Add ability to merge FastQs
It is desired to merge files from multiple lanes belonging to the same sample. Often the samples are sequenced in multiple lanes and this indeed speeds up the alignment step, but they need to be merged at the bam level.
I think it will be very useful to add this module just like in the sarek pipeline:
https://github.com/nf-core/sarek/tree/dev/modules/nf-core/modules/samtools/merge
I believe that this is already implemented in the dsl2 branch and will be included in the next release.
I don't see it in dsl2 branch yet:
https://github.com/nf-core/methylseq/tree/dsl2/modules/nf-core/modules/samtools
You're right, apologies. I know we've talked about adding it previously so it's definitely on the roadmap.
Note that we usually just use cat rather than samtools in other pipelines: https://nf-co.re/modules/cat_fastq
Example of lane merging in the nf-core/taxprofiler pipeline here. (Thanks for the pointer @Midnighter 👍🏻 )
Another example from the rnaseq pipeline here.
NB: Neither of these pipelines have the same check_samplesheet.py script in their bin directories ⚠️ so need to check channel structure etc. (and _T{n} suffix trimming)
NB: The documentation actually says that you can already do this 🙈 but it's not true.. https://nf-co.re/methylseq/dev/usage#multiple-runs-of-the-same-sample
So we really need to implement this ASAP.
Should these be merged at the fastQ level after INPUT_CHECK using CAT_FASTQ (like the rnaseq pipeline) or should we merge it at the .bam level after ALIGNER using SAMTOOLS_MERGE if alignment is faster before combining them?

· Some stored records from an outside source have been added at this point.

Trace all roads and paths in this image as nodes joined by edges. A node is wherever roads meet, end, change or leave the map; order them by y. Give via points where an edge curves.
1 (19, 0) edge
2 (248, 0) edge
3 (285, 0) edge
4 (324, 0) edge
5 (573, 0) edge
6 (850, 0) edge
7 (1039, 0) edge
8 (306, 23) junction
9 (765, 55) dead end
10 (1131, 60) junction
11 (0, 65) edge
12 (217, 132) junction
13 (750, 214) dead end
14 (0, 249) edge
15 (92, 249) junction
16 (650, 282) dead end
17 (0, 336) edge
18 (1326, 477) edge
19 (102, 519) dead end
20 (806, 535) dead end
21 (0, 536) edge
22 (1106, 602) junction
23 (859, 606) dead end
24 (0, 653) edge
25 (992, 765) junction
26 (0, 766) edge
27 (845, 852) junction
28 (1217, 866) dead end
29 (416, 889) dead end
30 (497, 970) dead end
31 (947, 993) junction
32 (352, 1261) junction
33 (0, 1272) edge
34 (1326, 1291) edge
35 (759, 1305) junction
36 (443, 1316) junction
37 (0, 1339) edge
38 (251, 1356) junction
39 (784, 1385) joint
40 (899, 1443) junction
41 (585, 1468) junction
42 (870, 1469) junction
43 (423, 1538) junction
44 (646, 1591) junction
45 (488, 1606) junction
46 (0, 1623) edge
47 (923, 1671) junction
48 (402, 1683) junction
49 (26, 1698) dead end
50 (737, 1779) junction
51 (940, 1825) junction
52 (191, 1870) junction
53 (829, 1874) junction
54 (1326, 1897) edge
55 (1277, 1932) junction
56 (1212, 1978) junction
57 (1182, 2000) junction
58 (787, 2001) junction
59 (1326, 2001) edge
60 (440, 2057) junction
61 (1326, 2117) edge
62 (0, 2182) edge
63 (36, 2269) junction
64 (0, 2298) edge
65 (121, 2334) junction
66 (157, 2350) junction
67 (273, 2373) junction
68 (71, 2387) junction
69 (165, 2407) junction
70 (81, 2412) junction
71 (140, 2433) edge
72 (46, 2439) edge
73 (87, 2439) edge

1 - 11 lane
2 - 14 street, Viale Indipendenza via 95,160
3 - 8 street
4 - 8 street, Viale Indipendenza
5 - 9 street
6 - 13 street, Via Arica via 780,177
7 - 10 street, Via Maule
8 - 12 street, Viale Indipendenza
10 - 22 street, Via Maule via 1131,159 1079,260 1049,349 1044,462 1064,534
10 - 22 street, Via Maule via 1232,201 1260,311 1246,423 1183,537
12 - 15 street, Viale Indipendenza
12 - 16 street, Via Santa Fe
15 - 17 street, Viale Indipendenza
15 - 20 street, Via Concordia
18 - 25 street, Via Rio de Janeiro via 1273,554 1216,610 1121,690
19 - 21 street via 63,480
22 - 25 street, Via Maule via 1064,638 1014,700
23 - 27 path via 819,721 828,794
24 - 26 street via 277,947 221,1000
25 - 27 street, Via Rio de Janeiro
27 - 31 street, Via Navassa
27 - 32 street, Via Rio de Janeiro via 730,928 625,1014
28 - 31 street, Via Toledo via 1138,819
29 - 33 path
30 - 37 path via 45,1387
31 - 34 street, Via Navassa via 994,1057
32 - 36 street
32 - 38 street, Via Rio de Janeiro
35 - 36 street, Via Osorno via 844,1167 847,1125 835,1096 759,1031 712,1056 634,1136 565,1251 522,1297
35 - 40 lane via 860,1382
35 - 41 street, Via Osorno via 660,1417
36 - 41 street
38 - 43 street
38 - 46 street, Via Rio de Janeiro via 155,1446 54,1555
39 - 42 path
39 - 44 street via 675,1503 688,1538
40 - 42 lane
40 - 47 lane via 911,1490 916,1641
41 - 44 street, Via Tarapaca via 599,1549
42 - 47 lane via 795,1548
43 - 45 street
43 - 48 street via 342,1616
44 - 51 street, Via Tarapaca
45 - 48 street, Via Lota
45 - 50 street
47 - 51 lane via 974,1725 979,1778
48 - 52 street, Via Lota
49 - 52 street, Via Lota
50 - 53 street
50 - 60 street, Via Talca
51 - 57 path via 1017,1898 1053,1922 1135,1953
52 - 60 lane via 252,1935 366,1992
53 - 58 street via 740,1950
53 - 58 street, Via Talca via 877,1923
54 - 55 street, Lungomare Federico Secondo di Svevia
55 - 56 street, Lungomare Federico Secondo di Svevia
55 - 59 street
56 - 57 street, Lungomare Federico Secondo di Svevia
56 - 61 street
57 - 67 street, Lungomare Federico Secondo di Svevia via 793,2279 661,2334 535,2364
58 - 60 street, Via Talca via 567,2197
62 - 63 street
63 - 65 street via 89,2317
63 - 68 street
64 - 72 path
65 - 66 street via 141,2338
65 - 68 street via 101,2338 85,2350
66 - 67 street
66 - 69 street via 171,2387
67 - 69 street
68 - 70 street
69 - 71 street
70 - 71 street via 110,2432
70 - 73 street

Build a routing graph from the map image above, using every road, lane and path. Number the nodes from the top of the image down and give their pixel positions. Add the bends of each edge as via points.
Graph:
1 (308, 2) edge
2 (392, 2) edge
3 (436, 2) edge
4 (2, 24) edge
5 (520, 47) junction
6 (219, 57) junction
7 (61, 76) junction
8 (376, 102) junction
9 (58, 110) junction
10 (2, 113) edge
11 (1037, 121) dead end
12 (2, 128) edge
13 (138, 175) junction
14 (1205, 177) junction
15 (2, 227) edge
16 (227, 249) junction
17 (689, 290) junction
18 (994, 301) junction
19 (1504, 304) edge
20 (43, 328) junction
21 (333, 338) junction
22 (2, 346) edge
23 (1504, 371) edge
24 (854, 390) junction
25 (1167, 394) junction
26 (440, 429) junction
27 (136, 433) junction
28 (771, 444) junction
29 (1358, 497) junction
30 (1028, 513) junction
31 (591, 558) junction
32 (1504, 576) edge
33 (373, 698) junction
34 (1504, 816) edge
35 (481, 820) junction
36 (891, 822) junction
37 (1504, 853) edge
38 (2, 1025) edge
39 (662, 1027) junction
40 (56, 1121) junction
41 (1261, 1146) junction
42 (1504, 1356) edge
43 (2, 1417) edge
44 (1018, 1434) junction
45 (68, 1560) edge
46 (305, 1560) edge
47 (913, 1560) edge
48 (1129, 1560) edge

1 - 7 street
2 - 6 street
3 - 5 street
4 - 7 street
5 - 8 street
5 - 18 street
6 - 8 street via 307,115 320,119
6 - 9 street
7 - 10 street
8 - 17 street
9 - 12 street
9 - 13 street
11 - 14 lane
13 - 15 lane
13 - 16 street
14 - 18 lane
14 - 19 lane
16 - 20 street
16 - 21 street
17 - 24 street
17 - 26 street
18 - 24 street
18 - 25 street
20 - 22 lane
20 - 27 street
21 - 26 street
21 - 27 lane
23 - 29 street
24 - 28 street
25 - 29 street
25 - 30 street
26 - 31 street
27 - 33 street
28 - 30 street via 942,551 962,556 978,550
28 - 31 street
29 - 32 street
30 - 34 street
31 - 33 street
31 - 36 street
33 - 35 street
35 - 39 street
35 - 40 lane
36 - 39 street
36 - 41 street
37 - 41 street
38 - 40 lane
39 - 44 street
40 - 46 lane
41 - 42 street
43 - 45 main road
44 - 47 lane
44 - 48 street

Done in https://github.com/nf-core/methylseq/pull/272
NB: The documentation actually says that you can already do this 🙈 but it's not true.. https://nf-co.re/methylseq/dev/usage#multiple-runs-of-the-same-sample
So we really need to implement this ASAP.
Is this now available in the regular pipeline version? (not the development one). Thanks.